Bali is hot. Bali is cool. And Bali is beckoning me back. That’s all there is to it. Cutting to the place where video and rice meet – start here.
The evening quiet at the Villa Saraswati was soothing after the heat of day. Each night, I especially enjoyed winding down – sipping on a cold beer and eating a bowl of delicious, freshly roasted peanuts. I also loved swimming a few cooling laps in the pool just steps from my bedroom, late at night and early in the morning. Being the naïve one that I am, I had no idea that Saraswati was the goddess of knowledge, music, arts, and nature. It figures that I would choose “her” villa for my first Balinese sojourn. According to my Wikipedia sources (oh no, it’s come to that!)…
Saraswati is a part of the trinity of
Saraswati, Lakshmi and Parvati. All the three forms help the trinity of Brahma, Vishnu and Shiva in the creation, maintenance and destruction of the Universe.
Most of my Bali highlights took place away from the crowds. I can not seem to get enough of the Vishnu stories, the various representations of the gods, the ogres, and cool animistic sculptures. One day, I spent the better part of an afternoon and early evening visiting two temples – one dating back to the 1600’s and the second, to the 1500’s. One inland. One on the ocean. The latter, Tanah Lot, is highly commercialized and visitors of every stripe pay their way into a market area with hundreds of souvenir stores on the bluff.
The waves, quietly erode the temple. Some visitors come to bathe or dip themselves or children in the holy water; some pay homage to real snakes that symbolically represent those that guarded the temple from their cave on the beach.
There are a series of alluring mini-temples stretched across the bluff.
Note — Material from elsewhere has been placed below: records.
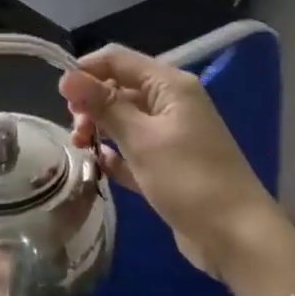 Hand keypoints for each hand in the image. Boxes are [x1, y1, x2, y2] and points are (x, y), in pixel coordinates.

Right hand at [59, 44, 294, 295]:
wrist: (235, 235)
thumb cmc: (188, 179)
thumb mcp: (141, 139)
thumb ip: (104, 106)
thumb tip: (66, 77)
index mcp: (170, 86)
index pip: (119, 60)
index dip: (86, 71)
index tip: (59, 97)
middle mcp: (171, 103)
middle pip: (120, 88)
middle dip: (92, 104)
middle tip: (75, 132)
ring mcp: (171, 135)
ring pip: (124, 120)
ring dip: (101, 131)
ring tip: (82, 151)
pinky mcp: (168, 165)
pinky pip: (133, 150)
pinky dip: (116, 156)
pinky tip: (101, 167) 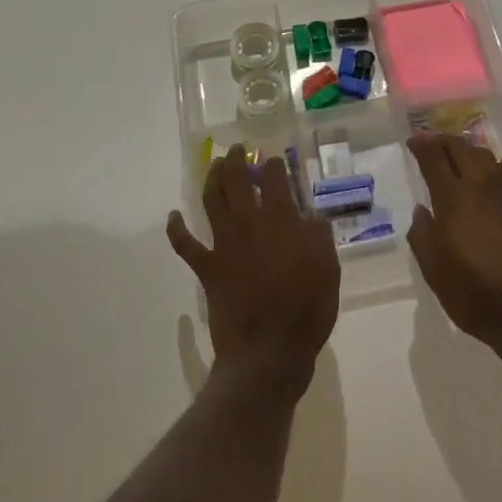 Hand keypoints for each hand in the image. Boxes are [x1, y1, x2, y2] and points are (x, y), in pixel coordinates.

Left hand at [168, 144, 339, 393]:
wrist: (269, 351)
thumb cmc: (306, 311)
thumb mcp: (328, 269)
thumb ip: (319, 236)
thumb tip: (311, 216)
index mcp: (281, 220)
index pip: (274, 179)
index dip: (273, 165)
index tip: (274, 160)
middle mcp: (248, 223)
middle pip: (236, 180)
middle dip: (236, 160)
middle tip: (237, 150)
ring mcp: (224, 244)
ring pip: (211, 200)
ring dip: (211, 179)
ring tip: (214, 166)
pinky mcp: (207, 267)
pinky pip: (185, 244)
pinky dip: (176, 229)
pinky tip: (173, 216)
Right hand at [405, 135, 501, 357]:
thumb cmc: (475, 296)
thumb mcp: (434, 272)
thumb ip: (423, 236)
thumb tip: (422, 211)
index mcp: (452, 201)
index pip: (434, 158)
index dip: (422, 145)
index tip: (413, 142)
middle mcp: (480, 188)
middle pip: (460, 149)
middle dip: (443, 141)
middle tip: (431, 144)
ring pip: (486, 157)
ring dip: (469, 150)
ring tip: (459, 155)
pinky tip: (499, 169) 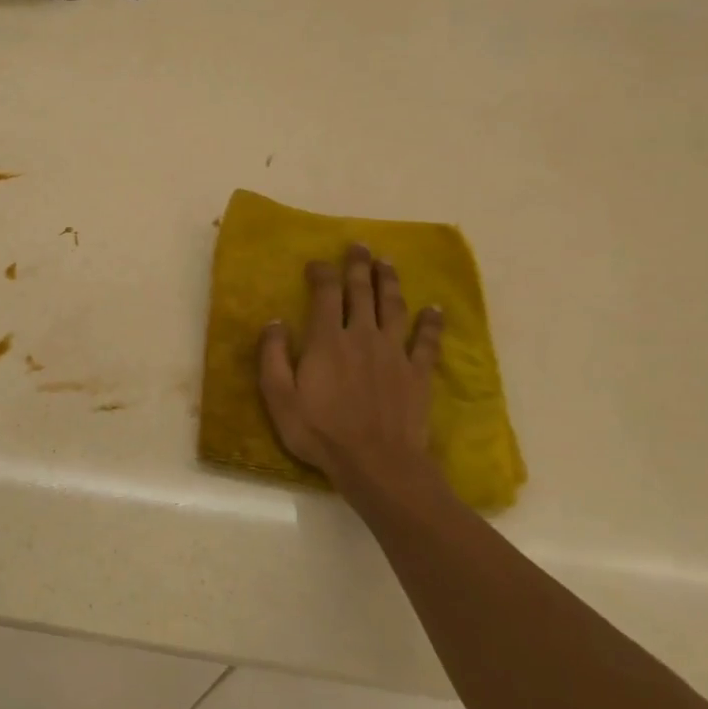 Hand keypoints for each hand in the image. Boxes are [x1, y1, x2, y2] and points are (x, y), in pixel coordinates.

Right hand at [258, 245, 444, 503]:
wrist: (377, 463)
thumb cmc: (320, 432)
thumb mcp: (279, 397)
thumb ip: (273, 356)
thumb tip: (274, 321)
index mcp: (327, 340)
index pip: (325, 294)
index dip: (322, 273)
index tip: (317, 261)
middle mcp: (362, 336)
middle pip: (362, 292)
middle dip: (359, 266)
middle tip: (359, 246)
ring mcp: (394, 353)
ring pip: (393, 307)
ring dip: (390, 281)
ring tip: (388, 262)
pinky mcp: (417, 373)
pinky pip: (426, 341)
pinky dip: (431, 322)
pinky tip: (435, 308) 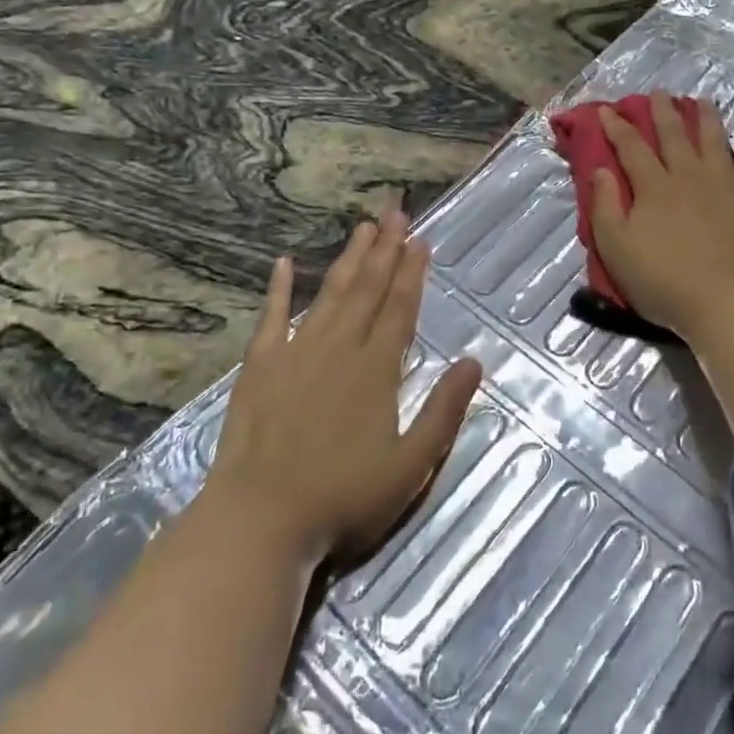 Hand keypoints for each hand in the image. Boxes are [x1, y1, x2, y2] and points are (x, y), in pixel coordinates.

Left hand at [206, 210, 482, 567]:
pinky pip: (271, 317)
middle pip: (368, 289)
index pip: (400, 308)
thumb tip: (473, 361)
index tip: (420, 240)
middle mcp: (339, 348)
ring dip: (348, 259)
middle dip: (385, 249)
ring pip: (330, 294)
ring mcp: (296, 353)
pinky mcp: (259, 367)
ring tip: (362, 228)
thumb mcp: (410, 465)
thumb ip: (444, 410)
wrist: (259, 521)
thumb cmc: (343, 499)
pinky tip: (283, 263)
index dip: (412, 273)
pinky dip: (279, 289)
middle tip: (395, 212)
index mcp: (376, 369)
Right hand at [588, 91, 733, 337]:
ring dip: (707, 119)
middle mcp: (689, 176)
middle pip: (674, 136)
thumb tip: (600, 169)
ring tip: (703, 100)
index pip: (631, 147)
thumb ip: (605, 205)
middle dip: (663, 111)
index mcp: (654, 187)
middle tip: (658, 92)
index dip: (617, 127)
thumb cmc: (664, 281)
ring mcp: (726, 186)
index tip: (608, 109)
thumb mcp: (617, 248)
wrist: (727, 304)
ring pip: (715, 142)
With the ocean waves and the sunsets, it’s no wonder that the place is crowded. The inland temple, on the other hand, was quieter and sat in front of a beautiful green park and next to a gorge. There were roosters caged on each corner of an interior courtyard. An adjacent area continues to be used for cockfights. Everywhere I went, I saw caged roosters, and even cages for sale.
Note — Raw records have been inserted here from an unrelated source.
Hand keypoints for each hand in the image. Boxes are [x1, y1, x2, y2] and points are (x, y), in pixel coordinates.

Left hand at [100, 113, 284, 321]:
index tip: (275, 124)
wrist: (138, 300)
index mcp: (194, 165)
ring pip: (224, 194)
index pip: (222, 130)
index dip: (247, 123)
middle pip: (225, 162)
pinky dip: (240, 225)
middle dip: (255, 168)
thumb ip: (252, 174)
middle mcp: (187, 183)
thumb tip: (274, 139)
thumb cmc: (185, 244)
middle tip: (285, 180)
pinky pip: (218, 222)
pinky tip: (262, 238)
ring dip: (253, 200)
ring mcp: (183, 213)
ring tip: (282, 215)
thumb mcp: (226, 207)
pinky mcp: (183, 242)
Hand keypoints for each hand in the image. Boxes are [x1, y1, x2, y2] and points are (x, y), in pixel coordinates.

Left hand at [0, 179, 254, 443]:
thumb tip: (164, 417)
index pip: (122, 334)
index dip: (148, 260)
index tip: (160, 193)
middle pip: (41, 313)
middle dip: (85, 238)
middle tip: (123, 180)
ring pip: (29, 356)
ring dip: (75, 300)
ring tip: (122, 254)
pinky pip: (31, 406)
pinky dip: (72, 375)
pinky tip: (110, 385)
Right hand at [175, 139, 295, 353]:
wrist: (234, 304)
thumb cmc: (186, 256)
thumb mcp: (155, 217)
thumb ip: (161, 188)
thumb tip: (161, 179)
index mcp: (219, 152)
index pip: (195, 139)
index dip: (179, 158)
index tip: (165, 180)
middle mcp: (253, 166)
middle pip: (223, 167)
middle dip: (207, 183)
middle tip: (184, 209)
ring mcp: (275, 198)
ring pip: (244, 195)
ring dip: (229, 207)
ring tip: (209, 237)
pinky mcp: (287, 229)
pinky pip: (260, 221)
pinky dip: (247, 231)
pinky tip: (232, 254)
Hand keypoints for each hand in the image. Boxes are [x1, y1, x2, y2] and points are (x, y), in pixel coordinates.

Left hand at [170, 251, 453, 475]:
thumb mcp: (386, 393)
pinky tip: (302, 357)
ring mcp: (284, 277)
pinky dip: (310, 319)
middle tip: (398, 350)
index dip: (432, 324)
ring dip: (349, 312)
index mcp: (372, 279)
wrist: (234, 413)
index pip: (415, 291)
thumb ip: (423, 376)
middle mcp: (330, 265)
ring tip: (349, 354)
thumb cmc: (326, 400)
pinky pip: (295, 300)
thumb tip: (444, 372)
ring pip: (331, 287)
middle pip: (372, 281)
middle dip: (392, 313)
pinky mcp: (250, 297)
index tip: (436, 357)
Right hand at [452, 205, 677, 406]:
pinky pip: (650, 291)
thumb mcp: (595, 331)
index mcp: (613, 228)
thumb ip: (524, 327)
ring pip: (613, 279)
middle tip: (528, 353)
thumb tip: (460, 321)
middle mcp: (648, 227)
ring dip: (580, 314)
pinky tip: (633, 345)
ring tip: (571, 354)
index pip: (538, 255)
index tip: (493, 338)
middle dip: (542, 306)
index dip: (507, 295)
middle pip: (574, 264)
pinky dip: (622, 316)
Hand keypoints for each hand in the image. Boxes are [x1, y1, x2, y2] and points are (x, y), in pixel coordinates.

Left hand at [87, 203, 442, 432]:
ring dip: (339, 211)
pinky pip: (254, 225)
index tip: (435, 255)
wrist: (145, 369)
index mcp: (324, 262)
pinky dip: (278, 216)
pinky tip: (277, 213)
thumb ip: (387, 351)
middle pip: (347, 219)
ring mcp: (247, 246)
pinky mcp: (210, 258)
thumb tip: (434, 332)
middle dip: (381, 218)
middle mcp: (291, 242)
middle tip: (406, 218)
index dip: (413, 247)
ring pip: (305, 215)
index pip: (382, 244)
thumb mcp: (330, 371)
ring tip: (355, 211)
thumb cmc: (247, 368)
On my second full day, I left early in the morning heading by van for an area adjacent to a volcano for a half-day of downhill biking. Way up high, with overcast skies, the air felt almost cool as I scooted downhill. I tried to find my Zen place and enjoy the views rather than worry about the bike’s worn brake pads and bald tires – the owners of this Bali biking company were not terribly invested in routine bike maintenance. In addition to the pleasure of biking through small villages on back roads and visiting a family’s compound, we got to bike through a rice field. I admired the water systems, that snake their way around and through the fields and of course, the hard work (mostly women’s) of planting and picking the rice two or three harvests per year, depending on the type.
On my final morning, with only one last “chunk” of expendable time, I took an hour-long walk through the terraced paddies of Tegalalang, a small village about 20 minutes from Ubud. Feeling a bit like I was walking into some strange mystical story, every five minutes or so, I would meet an older Bali person. I interacted with each as I walked my way along a narrow path toward terraced rice paddies. The green color floored me even as each person stopped me. One wanted me to buy postcards, another coconuts, another (the smelly) durian fruit, and another two simply wanted me to pay passage.
Walking further and further into the terraced wonderland, I dared myself to quit moving, to quit wiping away, to quit wiping away the sweat and to simply be still. The reward for being still was to enjoy the loud sounds of insects, roosters, cows, and water. I saw reddish brown dragonflies, an egret, a snake, and two lizards. I also saw a handful of people working the terraces. Sadly, I had to retrace my steps and unwind the dream, sit in a van, and drive to an airport, zipping through and around traffic, tourists, and beckoning walled compounds and temples and palm trees and ocean.
So, as I leave Bali – I realize I have really seen next to nothing yet. How could I having only two full days to visit?
My hope is to bring my family back to Bali – those who will come – and visit the far north, visit some of the museums, sample the beaches, and enjoy meeting more of the kind people and tasting more of the delicious food. Each evening, I enjoyed a vegetarian dinner that consisted of fresh, lightly stir-fried vegetables and tofu served with slices of freshly grilled eggplant slices, and a cone of white rice. The meal sat on a banana leaf. Alongside the dish sat a bowl of soy sauce with slices of fresh, yellow peppers floating within; the peppers subtly burn the crap out of anyone who will try them. The heat is addictive. Bali is cool. I will have to pray my way back! Vishnu. Waves. Biking. And Rice.
And so, I prepare to leave this part of the world but two last days await: one in Singapore where I have met (and will say goodbye to) amazing colleagues in this 21st Century city that hums along on the other side of my expanding universe; the final day will be a quick in and out of Hong Kong.